ASSIGNMENT — From the listing below, copy every line with the word "KAGNI".

SUPPLIED MATERIAL —
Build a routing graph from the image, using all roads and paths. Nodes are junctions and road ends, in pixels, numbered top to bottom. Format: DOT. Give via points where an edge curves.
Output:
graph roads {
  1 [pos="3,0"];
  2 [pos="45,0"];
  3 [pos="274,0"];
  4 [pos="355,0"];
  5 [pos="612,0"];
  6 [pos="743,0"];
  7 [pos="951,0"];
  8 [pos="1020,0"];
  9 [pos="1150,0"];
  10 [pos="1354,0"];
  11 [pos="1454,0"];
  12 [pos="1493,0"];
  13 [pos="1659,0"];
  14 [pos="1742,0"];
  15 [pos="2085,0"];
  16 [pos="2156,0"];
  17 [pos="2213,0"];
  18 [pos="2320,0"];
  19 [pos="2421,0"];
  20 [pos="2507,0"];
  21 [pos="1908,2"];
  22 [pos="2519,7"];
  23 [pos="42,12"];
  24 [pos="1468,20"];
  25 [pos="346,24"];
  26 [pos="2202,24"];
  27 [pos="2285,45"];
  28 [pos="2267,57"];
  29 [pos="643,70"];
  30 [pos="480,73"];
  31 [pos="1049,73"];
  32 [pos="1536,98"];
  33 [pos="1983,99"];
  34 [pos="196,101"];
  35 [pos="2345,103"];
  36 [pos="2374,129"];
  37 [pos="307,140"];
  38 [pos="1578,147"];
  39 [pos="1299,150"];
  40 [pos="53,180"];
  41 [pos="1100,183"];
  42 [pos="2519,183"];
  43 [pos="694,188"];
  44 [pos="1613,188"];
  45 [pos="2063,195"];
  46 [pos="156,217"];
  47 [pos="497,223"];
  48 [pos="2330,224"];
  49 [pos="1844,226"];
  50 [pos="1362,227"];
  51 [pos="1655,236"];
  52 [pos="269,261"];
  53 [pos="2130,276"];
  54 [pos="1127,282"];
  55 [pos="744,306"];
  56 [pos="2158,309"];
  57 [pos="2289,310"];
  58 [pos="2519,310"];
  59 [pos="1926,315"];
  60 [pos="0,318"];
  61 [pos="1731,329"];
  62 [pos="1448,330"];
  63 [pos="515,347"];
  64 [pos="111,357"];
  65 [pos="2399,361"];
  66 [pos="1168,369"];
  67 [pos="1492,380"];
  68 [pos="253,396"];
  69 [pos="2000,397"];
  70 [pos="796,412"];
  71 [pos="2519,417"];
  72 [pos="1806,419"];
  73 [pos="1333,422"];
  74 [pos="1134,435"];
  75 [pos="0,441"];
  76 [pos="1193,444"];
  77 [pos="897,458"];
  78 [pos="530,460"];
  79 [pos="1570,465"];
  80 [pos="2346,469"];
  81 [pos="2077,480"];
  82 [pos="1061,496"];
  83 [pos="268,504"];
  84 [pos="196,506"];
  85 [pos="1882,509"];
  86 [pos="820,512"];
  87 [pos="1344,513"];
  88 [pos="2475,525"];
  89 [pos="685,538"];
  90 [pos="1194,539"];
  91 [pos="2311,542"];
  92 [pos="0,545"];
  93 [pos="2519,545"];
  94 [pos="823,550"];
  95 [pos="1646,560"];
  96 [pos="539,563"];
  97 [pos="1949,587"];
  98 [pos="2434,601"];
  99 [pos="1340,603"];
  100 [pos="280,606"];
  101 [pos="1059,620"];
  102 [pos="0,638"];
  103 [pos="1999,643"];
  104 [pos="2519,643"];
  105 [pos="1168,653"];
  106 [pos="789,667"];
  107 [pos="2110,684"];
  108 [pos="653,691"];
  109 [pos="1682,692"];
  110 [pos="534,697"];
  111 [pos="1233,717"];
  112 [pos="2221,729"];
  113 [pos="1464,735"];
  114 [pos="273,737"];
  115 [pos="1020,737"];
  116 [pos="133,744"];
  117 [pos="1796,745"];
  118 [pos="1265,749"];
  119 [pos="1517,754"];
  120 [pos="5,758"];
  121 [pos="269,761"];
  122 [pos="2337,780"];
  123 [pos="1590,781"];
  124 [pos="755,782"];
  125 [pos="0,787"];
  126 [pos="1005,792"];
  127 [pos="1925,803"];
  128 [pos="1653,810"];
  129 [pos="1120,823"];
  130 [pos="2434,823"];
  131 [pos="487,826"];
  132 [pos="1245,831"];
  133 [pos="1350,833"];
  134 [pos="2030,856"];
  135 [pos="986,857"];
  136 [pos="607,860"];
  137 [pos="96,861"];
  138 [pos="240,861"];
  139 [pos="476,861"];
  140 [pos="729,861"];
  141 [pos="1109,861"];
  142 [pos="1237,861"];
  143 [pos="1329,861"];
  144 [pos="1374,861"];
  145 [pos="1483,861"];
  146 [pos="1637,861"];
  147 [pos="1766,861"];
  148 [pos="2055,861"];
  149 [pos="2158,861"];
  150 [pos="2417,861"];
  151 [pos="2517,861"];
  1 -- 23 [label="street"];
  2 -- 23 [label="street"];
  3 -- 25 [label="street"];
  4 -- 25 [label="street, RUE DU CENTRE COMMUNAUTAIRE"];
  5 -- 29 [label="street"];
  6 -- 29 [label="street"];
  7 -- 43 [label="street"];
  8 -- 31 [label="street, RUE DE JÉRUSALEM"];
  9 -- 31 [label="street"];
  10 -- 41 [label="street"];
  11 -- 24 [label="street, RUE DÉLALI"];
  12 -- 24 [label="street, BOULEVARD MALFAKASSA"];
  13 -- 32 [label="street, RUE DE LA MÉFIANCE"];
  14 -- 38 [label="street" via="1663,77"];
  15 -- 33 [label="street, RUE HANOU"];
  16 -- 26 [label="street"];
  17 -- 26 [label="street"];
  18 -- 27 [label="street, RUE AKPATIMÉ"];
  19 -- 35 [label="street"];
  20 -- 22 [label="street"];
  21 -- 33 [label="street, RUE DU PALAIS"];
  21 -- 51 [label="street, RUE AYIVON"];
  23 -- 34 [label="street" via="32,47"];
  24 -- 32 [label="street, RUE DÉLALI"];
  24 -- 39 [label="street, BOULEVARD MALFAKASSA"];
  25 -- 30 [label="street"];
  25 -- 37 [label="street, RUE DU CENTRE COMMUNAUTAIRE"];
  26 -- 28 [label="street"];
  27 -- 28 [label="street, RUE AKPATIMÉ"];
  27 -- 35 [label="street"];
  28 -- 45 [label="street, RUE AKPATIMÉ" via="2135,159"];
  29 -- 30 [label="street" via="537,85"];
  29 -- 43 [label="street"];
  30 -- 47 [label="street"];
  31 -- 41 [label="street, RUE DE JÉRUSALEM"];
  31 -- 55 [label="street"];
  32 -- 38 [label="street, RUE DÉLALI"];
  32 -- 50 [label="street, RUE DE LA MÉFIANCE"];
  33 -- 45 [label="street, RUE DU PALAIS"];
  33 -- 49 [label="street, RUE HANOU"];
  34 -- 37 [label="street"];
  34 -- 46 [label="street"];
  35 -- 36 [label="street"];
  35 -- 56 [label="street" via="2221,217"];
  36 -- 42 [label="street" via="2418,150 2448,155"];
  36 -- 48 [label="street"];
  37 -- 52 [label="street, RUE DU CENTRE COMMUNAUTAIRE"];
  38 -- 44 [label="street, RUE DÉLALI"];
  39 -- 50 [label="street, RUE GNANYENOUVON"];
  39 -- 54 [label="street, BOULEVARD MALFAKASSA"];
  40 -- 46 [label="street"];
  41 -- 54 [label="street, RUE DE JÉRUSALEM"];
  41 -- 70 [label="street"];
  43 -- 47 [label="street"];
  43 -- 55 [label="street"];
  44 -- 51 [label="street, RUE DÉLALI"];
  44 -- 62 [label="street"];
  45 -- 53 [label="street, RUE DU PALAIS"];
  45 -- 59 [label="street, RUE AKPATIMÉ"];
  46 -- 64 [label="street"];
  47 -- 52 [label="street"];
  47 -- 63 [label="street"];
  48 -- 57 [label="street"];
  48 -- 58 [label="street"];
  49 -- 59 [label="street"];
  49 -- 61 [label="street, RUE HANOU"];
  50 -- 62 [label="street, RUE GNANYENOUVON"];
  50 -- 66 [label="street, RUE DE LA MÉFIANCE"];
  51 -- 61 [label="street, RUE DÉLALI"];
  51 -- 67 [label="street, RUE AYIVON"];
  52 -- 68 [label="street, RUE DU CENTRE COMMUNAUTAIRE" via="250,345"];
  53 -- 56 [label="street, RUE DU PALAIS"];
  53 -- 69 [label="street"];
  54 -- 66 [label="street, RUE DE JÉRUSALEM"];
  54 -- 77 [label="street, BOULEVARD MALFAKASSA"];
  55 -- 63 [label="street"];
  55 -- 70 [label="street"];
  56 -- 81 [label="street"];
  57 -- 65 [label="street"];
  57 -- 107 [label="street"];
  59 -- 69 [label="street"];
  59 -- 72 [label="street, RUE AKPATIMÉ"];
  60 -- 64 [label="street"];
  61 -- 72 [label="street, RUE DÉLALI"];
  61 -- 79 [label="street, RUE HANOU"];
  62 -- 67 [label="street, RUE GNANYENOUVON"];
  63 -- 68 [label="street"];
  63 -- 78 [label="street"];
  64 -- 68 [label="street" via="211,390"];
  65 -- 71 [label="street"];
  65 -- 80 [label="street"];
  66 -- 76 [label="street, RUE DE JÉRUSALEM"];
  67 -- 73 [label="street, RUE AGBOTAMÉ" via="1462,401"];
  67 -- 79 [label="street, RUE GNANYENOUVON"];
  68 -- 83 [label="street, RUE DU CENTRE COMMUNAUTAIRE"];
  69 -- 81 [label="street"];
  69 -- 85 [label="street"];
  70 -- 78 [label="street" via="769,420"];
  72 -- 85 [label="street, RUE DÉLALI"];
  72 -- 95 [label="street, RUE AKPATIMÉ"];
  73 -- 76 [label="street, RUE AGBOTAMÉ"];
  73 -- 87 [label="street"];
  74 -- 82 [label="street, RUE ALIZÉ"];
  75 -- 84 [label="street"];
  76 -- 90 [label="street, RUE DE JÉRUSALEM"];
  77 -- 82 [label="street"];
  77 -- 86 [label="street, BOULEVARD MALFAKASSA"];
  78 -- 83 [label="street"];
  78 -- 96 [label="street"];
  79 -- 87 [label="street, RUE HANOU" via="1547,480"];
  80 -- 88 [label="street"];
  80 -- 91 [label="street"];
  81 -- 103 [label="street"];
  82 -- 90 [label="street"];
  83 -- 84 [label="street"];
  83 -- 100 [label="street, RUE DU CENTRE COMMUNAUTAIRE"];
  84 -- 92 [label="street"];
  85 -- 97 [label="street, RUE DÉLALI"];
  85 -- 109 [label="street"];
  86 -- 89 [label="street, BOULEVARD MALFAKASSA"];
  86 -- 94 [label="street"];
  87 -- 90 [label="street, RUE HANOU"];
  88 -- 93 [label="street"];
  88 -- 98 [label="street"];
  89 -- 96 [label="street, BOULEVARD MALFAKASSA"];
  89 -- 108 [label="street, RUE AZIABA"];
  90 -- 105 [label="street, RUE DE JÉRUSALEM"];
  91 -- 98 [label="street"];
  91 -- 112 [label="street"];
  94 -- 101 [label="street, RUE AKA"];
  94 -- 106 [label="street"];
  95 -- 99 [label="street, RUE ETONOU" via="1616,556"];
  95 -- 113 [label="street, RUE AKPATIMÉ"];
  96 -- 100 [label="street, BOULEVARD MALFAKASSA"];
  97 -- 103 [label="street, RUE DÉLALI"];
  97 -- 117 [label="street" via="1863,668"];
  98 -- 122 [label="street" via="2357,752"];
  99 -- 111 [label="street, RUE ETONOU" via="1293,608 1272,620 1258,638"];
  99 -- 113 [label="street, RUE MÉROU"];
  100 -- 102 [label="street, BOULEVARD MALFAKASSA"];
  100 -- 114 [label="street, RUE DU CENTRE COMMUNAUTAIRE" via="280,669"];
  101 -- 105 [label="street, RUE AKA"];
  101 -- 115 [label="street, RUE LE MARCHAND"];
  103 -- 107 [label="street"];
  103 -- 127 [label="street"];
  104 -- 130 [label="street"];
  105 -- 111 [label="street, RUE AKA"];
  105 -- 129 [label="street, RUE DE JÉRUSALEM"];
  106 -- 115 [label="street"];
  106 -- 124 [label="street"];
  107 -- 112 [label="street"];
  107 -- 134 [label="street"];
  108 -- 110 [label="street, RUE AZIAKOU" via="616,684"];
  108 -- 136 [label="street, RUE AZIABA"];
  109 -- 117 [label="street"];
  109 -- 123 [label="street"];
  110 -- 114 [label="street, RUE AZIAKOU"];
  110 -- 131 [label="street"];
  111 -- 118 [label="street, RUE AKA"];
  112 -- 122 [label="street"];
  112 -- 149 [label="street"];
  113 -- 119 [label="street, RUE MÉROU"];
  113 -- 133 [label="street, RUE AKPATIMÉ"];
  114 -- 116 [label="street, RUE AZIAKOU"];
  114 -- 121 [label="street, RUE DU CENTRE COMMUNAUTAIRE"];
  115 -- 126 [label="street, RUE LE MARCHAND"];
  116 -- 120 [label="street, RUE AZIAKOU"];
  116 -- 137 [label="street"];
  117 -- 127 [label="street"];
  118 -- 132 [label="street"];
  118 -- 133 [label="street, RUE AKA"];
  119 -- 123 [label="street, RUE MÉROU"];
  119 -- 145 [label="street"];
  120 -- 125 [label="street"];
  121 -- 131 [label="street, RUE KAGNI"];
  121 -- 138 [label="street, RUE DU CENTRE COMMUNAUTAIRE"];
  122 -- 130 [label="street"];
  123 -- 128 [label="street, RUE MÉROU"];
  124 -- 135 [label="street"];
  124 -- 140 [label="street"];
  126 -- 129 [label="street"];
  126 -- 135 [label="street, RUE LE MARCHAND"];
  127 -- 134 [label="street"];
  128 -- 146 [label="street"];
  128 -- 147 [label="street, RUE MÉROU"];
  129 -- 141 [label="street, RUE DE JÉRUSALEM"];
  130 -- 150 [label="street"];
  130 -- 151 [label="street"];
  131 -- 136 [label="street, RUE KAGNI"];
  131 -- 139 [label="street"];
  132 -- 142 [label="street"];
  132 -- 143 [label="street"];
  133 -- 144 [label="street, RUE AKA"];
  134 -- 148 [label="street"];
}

REPLY TO THE EXERCISE —
  121 -- 131 [label="street, RUE KAGNI"];
  131 -- 136 [label="street, RUE KAGNI"];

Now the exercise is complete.